The central quantity in Lagrangian mechanics is the Lagrangian, denoted as \(L\), which is defined as the difference between the kinetic energy \(T\) and the potential energy \(V\) of the system, \(L = T - V\). The beauty of this formalism is its ability to simplify the analysis of complex systems and systems with constraints by reducing the problem to finding the stationary values of an integral.

This approach can be particularly powerful when dealing with symmetrical systems or when using generalized coordinates, which are more convenient than Cartesian coordinates for describing the configuration of a system.

Lagrange's Equations

Lagrange's equations are a set of differential equations that describe the evolution of a dynamical system in a way that doesn't require directly dealing with forces. They are derived from the principle of stationary action and embody the essence of Lagrangian mechanics. In general terms, for a system with coordinates \(q_i\) and velocities \(v_i = \frac{dq_i}{dt}\), the Lagrange's equations are written as:

\[ \frac{d}{dt} \left(\frac{\partial L}{\partial v_i}\right) - \frac{\partial L}{\partial q_i} = 0 \]

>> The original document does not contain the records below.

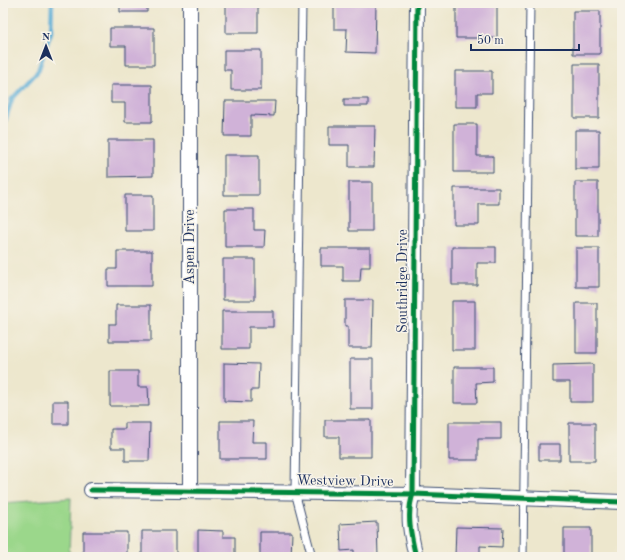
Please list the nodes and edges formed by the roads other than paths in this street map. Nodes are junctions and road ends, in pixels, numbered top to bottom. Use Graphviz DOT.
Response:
graph roads {
  1 [pos="190,3"];
  2 [pos="302,3"];
  3 [pos="417,3"];
  4 [pos="530,3"];
  5 [pos="91,490"];
  6 [pos="190,490"];
  7 [pos="296,492"];
  8 [pos="414,494"];
  9 [pos="523,499"];
  10 [pos="622,502"];
  11 [pos="312,557"];
  12 [pos="416,557"];
  13 [pos="522,557"];
  1 -- 6 [label="street, Aspen Drive"];
  2 -- 7 [label="lane"];
  3 -- 8 [label="street, Southridge Drive"];
  4 -- 9 [label="lane"];
  5 -- 6 [label="street, Westview Drive"];
  6 -- 7 [label="street, Westview Drive"];
  7 -- 8 [label="street, Westview Drive"];
  7 -- 11 [label="lane"];
  8 -- 9 [label="street, Westview Drive"];
  8 -- 12 [label="street, Southridge Drive"];
  9 -- 10 [label="street, Westview Drive"];
  9 -- 13 [label="lane"];
}
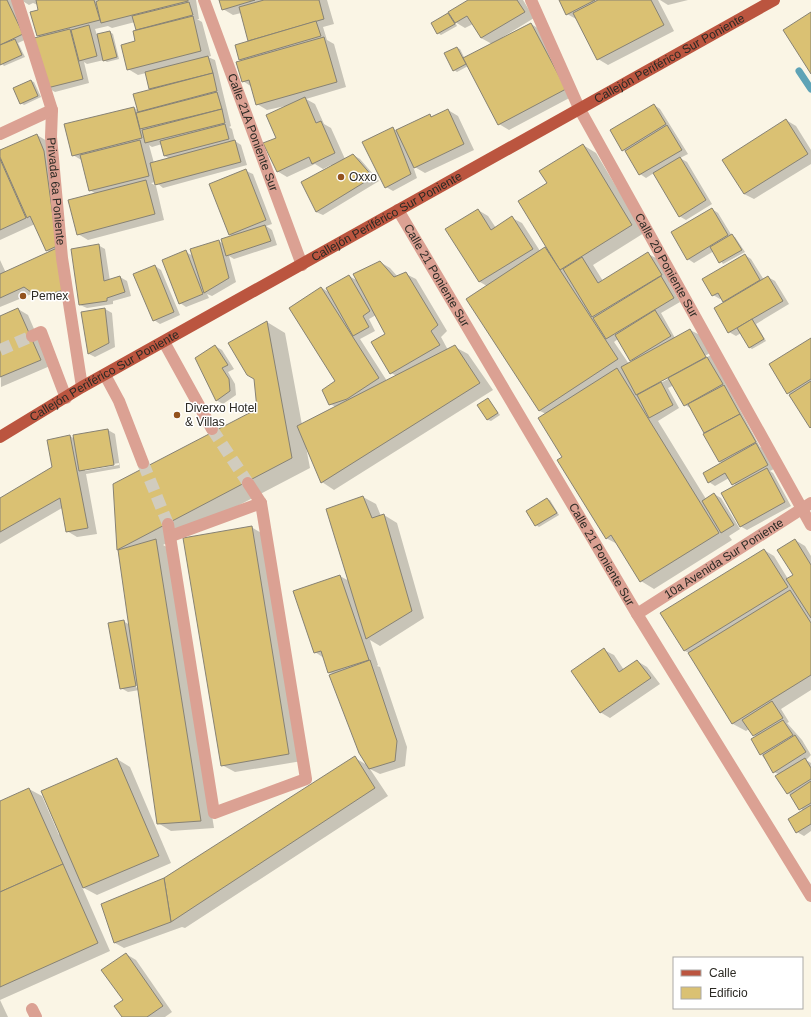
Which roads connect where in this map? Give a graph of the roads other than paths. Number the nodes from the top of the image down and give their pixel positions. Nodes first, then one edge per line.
1 (17, 0) edge
2 (204, 0) edge
3 (531, 0) edge
4 (774, 0) edge
5 (579, 108) junction
6 (52, 110) junction
7 (0, 134) edge
8 (398, 210) junction
9 (302, 265) junction
10 (32, 336) dead end
11 (164, 342) junction
12 (105, 375) junction
13 (82, 387) junction
14 (66, 398) junction
15 (212, 429) tunnel mouth
16 (0, 436) edge
17 (143, 463) tunnel mouth
18 (248, 483) tunnel mouth
19 (261, 503) junction
20 (807, 506) edge
21 (811, 525) edge
22 (637, 614) junction
23 (811, 896) edge

1 - 6 street, Privada 6a Poniente
2 - 9 street, Calle 21A Poniente Sur
3 - 5 street, Calle 20 Poniente Sur
4 - 5 main road, Callejón Periférico Sur Poniente
5 - 8 main road, Callejón Periférico Sur Poniente
5 - 20 street, Calle 20 Poniente Sur
6 - 7 street
6 - 13 street, Privada 6a Poniente
8 - 9 main road, Callejón Periférico Sur Poniente
8 - 22 street, Calle 21 Poniente Sur
9 - 11 main road, Callejón Periférico Sur Poniente
10 - 14 street
11 - 12 main road, Callejón Periférico Sur Poniente
11 - 15 street
12 - 13 main road, Callejón Periférico Sur Poniente
12 - 17 street
13 - 14 main road, Callejón Periférico Sur Poniente
14 - 16 main road, Callejón Periférico Sur Poniente
18 - 19 street
19 - 19 street
20 - 21 street, Calle 20 Poniente Sur
20 - 22 street, 10a Avenida Sur Poniente
22 - 23 street, Calle 21 Poniente Sur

These equations state that the time derivative of the partial derivative of the Lagrangian with respect to the velocity minus the partial derivative of the Lagrangian with respect to the position coordinate equals zero. They are formidable tools in predicting the motion of a system and greatly simplify calculations when dealing with complex systems, especially when symmetries are present.

Dynamical Symmetry

Dynamical symmetry refers to a property of a physical system where the system behaves similarly under a continuous transformation. In essence, if certain changes to the system do not alter its fundamental behavior, it is said to have dynamical symmetry. These symmetries are particularly interesting as they lead to conservation laws according to Noether's theorem, which states that each continuous symmetry of a system corresponds to a conserved quantity.

For instance, if a system is symmetric under time translations (it behaves the same way no matter when you start the clock), it conserves energy. Likewise, if it's symmetric under spatial translations, it conserves momentum, and if it's symmetric under rotation, it conserves angular momentum. In the context of analytic dynamics, studying symmetries can not only help us to understand the underlying physical principles better but can also simplify the mathematical treatment of complex problems.

Kinematic Trajectory

The term 'kinematic trajectory' refers to the path that an object follows as it moves through space as a function of time. It's a kinematic concept because it deals with the geometric aspects of motion without considering the forces or masses involved.

When analyzing motion through Lagrangian mechanics, the kinematic trajectory arises from solving Lagrange's equations. Once the Lagrangian is established, involving kinetic and potential energies, the resulting equations of motion yield the kinematic trajectories of the system. These trajectories are key for visualizing the motion and for making predictions about the behavior of the system over time. This concept is especially useful in analyzing the motion of planets, satellites, or any object for which the motion is influenced by constraints and forces that might be complicated to address directly through Newtonian mechanics.